19th Feb2020

‘Superman Heroes #1’ Review (DC Comics)

by Dean Fuller

Written by Brian Michael Bendis, Matt Fraction, Greg Rucka | Art by Various | Published by DC Comics

superman-heroes-1-cover

When a book proudly proclaims on its cover ‘The future of the DC Universe begins here!’, it’s hard not to pick it up just to see if it’s true or not. Throw in the fact it’s an oversized issue and has an amazing writing lineup in Bendis, Fraction, and Rucka, and I’m in. Actually, they had me at ‘Superman’, but that’s just me. I guess this is essentially a companion piece to last year’s Superman #18 in which, after a great deal of soul searching, Clark decided to reveal his true identity to the world. Rather than divide his life, he wanted to unify it, bring those from Clark’s life together with those from Kal’s life. It was a good idea, and told well. That decision didn’t just come about fully formed though, and this book explores the reasoning behind it, allowing a little more space to flesh things out. Let’s take a look.

We start where we always should, on a certain Kent farm in Smallville, and a young Clark receiving words of wisdom from Pa Kent. Any understanding of Clark should begin and end with his Midwest upbringing, and the solid humanist values he absorbed from Pa and Ma Kent. We then cut to the present, or the day before the big reveal, and Clark seeking advice from wife Lois, the single biggest influence on Clark in his adult life. Lois always talks a good game, and she tells Clark she fully supports his decision. You would think telling your wife about such a monumental decision would be the hardest thing but not for Clark. He’s friends with Batman, remember. Not to forget his Justice League teammates either, of course. The sequence where they put in their opinions is one of the best in the book, especially Plastic Man’s reaction. ‘I fell for it. The glasses’. Love it.

The more personal meet ups are nice too. The meeting with Booster Gold especially good. Booster, of course, is from the future and has known Clark’s identity all the time, and now doesn’t have to pretend anymore. Had never really thought about that before. The tonal shift to Clark’s closest JLA friends, Batman and Wonder Woman, meeting together to talk about Clark’s decision is quite jarring, both story and art wise. In a good way, though, as they debate his decision, and give us a nice little insight into Bruce and Diana too. That fine sequence is followed by perhaps my favourite in the book, when Clark visits his old school teacher Mr. McKay, just to tell him that, despite his powers, he never cheated at school. He was tempted, but never used his powers. You see, upbringing. The Kents. Smallville. It made the man.

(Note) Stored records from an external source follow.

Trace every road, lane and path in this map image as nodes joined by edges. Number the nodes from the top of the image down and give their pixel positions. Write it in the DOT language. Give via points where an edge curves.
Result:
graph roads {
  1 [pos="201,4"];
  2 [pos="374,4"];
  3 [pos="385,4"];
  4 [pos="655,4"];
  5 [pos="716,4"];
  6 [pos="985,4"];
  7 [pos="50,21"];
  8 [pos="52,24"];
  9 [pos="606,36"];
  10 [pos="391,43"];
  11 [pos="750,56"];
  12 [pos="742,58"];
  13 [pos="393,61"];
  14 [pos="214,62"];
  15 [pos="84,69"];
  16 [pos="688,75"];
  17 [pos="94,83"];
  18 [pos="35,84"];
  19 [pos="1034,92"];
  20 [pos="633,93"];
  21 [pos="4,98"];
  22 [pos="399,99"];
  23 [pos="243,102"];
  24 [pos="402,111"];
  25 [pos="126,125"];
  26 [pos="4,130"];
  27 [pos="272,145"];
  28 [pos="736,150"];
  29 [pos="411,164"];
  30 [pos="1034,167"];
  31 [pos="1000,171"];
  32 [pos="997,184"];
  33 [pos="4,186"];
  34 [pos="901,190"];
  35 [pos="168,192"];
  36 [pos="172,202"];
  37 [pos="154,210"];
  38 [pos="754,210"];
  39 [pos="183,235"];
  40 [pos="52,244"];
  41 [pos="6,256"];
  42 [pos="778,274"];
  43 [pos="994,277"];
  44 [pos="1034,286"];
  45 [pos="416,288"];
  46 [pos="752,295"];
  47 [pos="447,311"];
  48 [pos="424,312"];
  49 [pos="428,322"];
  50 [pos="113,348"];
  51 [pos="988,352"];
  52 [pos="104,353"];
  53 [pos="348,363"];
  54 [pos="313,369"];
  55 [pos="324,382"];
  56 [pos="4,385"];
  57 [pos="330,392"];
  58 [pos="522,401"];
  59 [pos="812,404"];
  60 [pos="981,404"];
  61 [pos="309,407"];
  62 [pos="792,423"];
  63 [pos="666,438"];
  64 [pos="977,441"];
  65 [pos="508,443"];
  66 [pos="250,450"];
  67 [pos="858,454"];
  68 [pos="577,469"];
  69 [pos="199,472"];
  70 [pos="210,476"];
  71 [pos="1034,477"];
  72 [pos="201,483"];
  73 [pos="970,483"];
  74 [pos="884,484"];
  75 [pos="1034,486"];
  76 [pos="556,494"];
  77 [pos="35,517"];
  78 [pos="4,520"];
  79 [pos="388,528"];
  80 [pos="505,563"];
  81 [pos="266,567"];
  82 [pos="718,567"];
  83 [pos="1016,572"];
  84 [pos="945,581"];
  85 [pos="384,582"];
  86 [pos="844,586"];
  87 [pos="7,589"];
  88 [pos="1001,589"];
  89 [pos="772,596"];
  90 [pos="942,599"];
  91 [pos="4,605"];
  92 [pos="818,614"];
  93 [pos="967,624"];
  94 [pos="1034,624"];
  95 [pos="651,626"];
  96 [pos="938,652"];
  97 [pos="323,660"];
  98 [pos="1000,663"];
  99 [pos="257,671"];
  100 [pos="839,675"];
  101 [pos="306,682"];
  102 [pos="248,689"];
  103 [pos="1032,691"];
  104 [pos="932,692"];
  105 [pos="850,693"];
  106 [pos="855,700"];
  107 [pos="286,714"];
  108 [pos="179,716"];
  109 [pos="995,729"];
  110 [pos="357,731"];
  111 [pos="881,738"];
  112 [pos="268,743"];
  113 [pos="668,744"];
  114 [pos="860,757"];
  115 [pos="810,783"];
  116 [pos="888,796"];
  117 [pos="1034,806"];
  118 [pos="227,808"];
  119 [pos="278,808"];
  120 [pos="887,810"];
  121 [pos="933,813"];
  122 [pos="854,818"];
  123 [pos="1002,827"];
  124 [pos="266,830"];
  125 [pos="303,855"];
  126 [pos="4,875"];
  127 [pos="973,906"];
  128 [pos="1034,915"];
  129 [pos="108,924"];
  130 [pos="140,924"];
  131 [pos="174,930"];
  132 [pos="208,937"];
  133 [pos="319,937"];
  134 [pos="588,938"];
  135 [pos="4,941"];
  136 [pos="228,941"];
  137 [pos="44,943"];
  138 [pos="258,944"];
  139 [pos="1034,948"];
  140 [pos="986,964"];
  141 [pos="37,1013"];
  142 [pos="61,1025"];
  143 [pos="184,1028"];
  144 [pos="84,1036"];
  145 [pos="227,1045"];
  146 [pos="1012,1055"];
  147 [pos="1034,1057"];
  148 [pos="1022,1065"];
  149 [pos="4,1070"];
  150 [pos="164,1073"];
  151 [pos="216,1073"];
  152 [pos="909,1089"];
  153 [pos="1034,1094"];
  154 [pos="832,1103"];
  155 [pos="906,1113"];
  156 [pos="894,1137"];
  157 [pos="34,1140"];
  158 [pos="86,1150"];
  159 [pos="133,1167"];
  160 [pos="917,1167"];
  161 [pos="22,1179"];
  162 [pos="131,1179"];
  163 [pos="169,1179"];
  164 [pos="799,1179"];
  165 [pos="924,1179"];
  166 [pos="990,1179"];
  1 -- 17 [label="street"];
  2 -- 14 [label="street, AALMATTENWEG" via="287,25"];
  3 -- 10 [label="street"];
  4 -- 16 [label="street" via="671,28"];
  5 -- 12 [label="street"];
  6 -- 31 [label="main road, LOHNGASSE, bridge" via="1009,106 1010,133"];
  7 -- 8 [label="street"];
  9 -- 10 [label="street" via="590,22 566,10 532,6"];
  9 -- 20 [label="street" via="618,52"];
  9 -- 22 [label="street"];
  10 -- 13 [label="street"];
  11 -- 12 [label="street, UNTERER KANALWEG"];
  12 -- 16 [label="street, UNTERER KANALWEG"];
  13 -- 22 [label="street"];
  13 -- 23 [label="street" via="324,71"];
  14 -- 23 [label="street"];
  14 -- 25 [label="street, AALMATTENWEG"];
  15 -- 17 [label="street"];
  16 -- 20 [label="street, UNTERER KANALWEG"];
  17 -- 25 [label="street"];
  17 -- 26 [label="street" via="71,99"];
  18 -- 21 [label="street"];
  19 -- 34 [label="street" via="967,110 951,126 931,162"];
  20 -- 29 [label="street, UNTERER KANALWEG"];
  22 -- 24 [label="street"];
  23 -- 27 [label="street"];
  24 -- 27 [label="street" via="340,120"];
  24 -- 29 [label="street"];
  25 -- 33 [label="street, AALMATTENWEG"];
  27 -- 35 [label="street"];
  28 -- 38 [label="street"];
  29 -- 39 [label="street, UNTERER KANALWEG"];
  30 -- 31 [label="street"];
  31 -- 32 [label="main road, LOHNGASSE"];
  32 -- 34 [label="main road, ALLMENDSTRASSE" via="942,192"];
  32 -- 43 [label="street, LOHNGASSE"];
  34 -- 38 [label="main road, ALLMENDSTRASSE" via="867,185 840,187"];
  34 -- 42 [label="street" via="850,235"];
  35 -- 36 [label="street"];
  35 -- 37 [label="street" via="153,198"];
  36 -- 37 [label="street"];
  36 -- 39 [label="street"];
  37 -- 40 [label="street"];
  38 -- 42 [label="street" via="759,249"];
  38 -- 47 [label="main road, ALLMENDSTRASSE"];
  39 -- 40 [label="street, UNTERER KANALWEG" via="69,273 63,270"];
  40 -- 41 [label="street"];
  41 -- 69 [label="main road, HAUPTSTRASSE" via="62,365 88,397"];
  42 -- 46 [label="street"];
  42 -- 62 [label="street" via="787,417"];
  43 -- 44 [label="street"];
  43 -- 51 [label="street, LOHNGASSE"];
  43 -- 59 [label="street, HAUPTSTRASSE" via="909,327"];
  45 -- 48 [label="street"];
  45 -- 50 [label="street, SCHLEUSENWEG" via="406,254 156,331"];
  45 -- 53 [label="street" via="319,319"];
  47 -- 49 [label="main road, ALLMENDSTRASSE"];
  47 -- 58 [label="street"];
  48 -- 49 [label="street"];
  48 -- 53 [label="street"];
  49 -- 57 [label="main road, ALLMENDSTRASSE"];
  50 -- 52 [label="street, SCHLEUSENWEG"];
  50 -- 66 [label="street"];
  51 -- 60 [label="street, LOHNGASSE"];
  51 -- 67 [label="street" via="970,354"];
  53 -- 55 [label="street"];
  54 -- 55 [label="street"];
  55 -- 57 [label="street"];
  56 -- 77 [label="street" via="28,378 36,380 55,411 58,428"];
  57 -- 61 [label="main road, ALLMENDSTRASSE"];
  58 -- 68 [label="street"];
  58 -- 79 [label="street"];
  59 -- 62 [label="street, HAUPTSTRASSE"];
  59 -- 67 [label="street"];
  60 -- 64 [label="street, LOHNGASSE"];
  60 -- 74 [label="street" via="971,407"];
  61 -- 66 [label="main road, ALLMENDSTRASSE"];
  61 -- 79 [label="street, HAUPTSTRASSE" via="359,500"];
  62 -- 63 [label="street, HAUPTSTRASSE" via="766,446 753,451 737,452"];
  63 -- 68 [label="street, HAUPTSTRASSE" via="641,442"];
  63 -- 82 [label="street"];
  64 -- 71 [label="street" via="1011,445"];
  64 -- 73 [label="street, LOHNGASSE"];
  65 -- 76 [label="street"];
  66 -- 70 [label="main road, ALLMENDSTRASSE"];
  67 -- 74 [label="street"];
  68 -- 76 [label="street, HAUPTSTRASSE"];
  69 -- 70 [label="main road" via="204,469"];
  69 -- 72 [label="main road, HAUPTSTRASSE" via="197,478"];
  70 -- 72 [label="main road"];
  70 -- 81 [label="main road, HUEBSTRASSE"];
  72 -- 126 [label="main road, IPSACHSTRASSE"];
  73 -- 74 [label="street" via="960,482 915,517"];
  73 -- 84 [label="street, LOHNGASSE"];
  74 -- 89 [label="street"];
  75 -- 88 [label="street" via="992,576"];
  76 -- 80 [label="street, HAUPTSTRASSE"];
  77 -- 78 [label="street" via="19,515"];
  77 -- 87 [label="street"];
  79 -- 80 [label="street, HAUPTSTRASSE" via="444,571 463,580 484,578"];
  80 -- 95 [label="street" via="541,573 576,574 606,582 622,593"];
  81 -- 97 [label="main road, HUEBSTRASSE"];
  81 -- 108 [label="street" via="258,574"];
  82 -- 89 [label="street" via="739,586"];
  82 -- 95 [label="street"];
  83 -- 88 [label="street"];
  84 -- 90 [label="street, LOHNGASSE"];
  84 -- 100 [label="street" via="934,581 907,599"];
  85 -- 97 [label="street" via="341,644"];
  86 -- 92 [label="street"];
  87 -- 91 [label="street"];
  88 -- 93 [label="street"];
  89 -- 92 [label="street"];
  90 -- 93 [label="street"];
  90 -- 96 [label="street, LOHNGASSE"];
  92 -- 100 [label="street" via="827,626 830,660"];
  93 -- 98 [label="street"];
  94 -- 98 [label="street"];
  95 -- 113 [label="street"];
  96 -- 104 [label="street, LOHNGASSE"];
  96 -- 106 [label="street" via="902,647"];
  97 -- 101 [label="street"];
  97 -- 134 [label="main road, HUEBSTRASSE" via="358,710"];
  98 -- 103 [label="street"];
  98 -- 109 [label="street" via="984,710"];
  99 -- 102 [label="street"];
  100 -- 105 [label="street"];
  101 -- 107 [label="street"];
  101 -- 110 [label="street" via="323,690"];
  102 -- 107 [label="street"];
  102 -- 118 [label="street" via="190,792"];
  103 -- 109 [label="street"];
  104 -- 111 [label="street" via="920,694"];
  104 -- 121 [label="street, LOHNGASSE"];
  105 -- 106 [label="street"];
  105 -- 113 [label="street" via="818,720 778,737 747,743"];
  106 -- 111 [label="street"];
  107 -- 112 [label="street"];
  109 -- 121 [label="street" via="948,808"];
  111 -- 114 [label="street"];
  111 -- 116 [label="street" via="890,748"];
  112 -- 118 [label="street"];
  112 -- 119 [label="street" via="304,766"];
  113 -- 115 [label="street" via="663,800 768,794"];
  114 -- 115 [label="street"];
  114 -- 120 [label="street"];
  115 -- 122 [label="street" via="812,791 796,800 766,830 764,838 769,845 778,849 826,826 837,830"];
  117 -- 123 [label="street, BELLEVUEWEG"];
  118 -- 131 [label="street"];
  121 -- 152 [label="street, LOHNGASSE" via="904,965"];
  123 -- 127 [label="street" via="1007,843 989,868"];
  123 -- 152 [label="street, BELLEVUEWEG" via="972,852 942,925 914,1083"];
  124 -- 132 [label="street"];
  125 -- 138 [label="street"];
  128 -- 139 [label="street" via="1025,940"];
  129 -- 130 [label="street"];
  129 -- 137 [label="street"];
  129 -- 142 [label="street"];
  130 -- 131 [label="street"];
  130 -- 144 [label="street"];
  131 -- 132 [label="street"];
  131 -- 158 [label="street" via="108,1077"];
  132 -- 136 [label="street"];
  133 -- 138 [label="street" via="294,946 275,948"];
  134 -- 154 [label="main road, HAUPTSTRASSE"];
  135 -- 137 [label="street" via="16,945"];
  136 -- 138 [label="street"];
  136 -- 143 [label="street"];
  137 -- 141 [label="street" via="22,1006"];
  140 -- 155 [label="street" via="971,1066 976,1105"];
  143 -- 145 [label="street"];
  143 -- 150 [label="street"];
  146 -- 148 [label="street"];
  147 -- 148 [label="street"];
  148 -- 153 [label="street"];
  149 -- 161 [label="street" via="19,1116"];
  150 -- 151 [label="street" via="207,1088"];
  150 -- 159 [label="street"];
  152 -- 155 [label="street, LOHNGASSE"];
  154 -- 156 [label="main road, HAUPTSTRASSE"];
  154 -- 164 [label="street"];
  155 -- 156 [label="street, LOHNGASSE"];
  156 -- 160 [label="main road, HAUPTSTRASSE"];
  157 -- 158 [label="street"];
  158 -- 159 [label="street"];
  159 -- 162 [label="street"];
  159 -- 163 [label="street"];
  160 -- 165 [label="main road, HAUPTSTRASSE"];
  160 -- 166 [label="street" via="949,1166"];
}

A couple of sequences follow that are ok, but I wished the one with Jimmy Olsen had a little more depth to it. Considering how important Jimmy has been to the Superman mythology down the years, his sequence was a little too light and fluffy for me. Clark had dreaded speaking to him, fearing the reaction, but turns out Jimmy had known for a long time anyway. The epilogue is also pure Lois and Clark. Lex has given them information that may lead to a dangerous criminal, who they can put away. It also will put away a business rival for him and possibly ruin The Daily Planet. As always, there is just one decision. Do the right thing. Whatever the cost.

As a Superman fan I really enjoyed this, but I’m not sure if a general comics fan would feel as happy. Although the little character bits and insights were nice to see, not enough was in there to make this feel that essential, and considering the blurb on the cover and the writing talent attached, it may feel a little underwhelming to some. For me, though, I loved it. It highlighted qualities in Clark that make him who he is, and ultimately what sets him apart from the Batman’s of the world. It was heartwarming for a fan like me.

Clark Kent. Kal-El. Superman. Heroes, all of them. This is a nice little reminder.

**** 4/5

Superman Heroes #1 is out now from DC Comics.